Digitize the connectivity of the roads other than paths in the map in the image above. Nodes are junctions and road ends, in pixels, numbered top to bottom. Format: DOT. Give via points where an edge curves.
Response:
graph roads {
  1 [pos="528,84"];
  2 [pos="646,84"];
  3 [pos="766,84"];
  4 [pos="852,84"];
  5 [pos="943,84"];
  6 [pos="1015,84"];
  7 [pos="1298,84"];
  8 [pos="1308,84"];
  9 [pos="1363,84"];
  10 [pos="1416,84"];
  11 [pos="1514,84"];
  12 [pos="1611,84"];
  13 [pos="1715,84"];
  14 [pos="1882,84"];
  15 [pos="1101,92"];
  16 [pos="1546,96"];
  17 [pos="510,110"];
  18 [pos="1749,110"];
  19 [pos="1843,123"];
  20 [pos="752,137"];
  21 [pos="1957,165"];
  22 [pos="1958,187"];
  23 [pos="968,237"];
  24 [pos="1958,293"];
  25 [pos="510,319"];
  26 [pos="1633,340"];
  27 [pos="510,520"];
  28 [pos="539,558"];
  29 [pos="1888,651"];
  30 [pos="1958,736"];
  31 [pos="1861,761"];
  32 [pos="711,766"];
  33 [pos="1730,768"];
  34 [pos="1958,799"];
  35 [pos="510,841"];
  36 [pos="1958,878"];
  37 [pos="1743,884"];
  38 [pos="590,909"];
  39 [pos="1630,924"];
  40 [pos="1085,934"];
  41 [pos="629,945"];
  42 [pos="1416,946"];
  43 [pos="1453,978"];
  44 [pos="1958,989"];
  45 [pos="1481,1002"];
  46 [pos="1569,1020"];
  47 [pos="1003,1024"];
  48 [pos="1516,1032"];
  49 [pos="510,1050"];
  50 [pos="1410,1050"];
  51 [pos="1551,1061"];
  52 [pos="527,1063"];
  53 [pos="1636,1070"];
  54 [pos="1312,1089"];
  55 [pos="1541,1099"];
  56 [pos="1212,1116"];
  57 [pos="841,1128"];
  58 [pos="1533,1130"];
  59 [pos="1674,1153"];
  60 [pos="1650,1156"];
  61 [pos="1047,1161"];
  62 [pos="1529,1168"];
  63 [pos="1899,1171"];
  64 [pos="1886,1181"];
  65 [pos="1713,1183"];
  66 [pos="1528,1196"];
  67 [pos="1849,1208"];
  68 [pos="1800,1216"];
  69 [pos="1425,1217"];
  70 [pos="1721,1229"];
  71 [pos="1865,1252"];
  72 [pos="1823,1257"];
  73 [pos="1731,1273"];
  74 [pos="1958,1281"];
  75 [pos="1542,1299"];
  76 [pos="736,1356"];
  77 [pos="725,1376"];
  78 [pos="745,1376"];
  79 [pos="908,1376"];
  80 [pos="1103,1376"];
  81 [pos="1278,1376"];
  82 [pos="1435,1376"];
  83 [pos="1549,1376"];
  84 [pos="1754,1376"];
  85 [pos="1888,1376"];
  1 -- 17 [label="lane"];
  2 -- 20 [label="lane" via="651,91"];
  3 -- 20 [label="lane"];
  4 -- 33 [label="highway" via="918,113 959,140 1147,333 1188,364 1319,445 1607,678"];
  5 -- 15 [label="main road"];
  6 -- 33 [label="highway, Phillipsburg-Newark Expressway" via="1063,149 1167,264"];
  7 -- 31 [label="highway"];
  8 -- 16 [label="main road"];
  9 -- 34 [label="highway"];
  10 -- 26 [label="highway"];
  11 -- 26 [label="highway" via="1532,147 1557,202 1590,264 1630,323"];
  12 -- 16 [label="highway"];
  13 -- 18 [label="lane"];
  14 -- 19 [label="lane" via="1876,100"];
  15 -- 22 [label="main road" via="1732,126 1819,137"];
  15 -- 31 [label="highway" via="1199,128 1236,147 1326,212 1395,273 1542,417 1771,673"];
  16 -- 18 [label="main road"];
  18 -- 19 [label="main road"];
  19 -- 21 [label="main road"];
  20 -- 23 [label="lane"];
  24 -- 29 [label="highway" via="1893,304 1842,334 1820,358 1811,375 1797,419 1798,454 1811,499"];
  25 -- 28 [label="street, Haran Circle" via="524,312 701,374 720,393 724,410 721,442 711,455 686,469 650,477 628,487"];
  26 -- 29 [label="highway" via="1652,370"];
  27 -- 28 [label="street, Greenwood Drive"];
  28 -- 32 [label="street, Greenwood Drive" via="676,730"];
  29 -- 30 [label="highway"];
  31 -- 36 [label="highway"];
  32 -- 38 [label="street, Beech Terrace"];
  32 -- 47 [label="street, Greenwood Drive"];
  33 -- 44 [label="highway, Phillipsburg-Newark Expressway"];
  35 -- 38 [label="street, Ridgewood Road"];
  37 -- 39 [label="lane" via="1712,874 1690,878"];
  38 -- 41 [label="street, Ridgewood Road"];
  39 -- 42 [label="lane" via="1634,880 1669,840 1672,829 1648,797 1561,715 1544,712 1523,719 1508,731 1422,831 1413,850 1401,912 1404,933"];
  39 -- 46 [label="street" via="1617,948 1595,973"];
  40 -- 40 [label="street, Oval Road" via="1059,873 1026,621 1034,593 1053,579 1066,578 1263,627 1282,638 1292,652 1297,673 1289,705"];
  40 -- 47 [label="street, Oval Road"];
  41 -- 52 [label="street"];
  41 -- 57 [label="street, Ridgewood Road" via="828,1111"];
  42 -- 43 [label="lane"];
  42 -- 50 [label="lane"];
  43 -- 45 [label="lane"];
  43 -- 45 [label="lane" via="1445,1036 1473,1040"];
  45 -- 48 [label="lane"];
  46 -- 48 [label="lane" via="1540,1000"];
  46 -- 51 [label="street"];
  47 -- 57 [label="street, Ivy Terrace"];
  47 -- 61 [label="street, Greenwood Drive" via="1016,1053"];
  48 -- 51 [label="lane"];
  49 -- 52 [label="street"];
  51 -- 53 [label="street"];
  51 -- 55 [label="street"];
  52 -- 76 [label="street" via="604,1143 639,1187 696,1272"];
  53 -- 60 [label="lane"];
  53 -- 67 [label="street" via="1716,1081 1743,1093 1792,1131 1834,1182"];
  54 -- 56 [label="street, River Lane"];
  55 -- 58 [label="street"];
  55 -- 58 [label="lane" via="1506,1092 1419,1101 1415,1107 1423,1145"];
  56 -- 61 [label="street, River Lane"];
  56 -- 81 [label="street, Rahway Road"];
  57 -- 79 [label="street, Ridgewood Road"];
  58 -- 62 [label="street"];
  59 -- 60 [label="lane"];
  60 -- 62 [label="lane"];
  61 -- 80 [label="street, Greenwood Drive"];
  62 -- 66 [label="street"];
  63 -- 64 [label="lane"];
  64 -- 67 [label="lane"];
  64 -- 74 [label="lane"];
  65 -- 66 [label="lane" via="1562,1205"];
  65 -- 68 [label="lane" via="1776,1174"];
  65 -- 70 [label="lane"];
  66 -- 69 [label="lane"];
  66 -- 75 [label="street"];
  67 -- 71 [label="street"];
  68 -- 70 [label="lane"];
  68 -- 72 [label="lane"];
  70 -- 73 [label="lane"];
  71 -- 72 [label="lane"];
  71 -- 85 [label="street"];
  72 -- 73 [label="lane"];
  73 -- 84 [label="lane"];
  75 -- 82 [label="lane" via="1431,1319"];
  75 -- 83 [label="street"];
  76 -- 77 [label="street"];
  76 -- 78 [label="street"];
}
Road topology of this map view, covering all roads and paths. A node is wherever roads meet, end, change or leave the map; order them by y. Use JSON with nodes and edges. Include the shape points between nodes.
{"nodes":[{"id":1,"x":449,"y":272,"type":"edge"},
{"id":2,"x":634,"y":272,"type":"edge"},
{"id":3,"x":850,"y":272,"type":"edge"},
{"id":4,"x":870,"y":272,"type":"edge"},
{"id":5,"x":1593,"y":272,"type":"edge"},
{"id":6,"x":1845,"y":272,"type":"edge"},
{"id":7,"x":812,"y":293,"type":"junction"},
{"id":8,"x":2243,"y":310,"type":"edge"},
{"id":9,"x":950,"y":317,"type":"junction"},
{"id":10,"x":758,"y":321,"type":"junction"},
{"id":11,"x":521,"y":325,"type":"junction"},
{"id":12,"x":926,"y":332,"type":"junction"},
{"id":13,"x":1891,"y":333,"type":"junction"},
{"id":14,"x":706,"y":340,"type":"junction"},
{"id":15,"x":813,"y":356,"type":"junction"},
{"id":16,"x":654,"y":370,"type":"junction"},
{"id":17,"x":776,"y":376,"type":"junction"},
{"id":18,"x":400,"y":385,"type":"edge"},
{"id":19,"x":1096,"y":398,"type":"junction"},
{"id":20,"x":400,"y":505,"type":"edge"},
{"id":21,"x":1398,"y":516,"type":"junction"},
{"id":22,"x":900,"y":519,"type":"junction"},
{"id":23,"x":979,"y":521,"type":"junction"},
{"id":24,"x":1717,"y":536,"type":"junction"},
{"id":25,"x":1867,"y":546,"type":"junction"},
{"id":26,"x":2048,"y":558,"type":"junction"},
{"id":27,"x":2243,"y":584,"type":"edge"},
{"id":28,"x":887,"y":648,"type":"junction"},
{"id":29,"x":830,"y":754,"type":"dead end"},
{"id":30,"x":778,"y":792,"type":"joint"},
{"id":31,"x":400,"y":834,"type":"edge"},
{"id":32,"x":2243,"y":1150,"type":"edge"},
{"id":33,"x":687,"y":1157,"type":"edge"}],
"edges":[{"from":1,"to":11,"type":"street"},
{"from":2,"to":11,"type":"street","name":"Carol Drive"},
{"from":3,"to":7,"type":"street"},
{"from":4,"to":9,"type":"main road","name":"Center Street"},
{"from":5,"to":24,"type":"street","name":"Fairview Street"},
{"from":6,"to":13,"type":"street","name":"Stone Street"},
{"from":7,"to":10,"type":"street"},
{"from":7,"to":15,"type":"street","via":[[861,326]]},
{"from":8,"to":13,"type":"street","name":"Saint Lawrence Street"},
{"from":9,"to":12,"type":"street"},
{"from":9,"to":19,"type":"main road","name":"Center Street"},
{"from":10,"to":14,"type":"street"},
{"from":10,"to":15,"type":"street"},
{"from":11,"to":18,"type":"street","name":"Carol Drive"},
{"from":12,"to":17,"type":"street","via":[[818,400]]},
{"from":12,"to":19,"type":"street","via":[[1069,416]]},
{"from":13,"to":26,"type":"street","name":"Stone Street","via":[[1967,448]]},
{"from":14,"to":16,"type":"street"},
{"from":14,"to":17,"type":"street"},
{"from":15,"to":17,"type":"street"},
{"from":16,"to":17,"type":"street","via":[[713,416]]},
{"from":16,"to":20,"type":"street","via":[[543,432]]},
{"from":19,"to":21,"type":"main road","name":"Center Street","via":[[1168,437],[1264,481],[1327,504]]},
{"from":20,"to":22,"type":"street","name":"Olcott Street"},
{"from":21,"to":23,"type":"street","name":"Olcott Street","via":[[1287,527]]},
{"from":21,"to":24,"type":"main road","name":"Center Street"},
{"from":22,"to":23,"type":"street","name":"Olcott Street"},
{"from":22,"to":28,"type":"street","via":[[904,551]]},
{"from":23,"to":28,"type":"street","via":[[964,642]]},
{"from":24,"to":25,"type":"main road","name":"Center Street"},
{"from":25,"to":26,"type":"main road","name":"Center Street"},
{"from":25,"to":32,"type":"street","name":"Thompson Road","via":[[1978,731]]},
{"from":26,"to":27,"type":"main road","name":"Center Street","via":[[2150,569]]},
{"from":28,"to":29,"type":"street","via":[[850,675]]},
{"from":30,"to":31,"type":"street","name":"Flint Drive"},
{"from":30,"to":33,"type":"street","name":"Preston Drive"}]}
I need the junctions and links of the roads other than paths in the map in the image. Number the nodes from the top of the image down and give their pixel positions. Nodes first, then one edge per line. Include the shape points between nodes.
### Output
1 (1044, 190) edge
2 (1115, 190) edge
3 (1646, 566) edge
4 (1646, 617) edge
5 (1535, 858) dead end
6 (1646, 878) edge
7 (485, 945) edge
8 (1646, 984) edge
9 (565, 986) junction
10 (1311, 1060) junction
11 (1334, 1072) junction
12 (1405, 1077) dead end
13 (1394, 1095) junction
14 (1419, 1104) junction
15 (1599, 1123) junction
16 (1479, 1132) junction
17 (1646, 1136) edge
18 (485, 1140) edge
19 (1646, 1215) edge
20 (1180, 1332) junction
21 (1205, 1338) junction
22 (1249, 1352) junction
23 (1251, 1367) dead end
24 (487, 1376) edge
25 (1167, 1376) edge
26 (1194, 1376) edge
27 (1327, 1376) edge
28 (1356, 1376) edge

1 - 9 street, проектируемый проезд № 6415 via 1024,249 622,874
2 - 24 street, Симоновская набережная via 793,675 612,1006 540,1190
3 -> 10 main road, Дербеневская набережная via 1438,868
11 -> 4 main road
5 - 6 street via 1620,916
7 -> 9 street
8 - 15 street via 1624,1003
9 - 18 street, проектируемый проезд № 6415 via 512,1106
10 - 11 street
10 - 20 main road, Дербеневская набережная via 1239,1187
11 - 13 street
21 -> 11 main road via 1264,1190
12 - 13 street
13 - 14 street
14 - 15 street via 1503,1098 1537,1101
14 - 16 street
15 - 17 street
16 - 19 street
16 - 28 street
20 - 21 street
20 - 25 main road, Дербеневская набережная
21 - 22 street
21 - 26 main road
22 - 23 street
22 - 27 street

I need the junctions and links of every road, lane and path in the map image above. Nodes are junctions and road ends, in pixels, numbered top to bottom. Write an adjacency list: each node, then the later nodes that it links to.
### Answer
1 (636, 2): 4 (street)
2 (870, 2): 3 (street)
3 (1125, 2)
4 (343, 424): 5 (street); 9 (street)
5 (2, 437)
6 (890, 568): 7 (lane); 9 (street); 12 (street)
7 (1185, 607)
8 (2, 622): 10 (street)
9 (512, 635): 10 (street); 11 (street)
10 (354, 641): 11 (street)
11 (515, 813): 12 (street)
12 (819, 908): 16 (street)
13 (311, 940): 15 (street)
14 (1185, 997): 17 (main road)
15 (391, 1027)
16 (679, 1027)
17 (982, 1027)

——————————

Would you show every line in the data above that contains the string "Oval"?

  40 -- 40 [label="street, Oval Road" via="1059,873 1026,621 1034,593 1053,579 1066,578 1263,627 1282,638 1292,652 1297,673 1289,705"];
  40 -- 47 [label="street, Oval Road"];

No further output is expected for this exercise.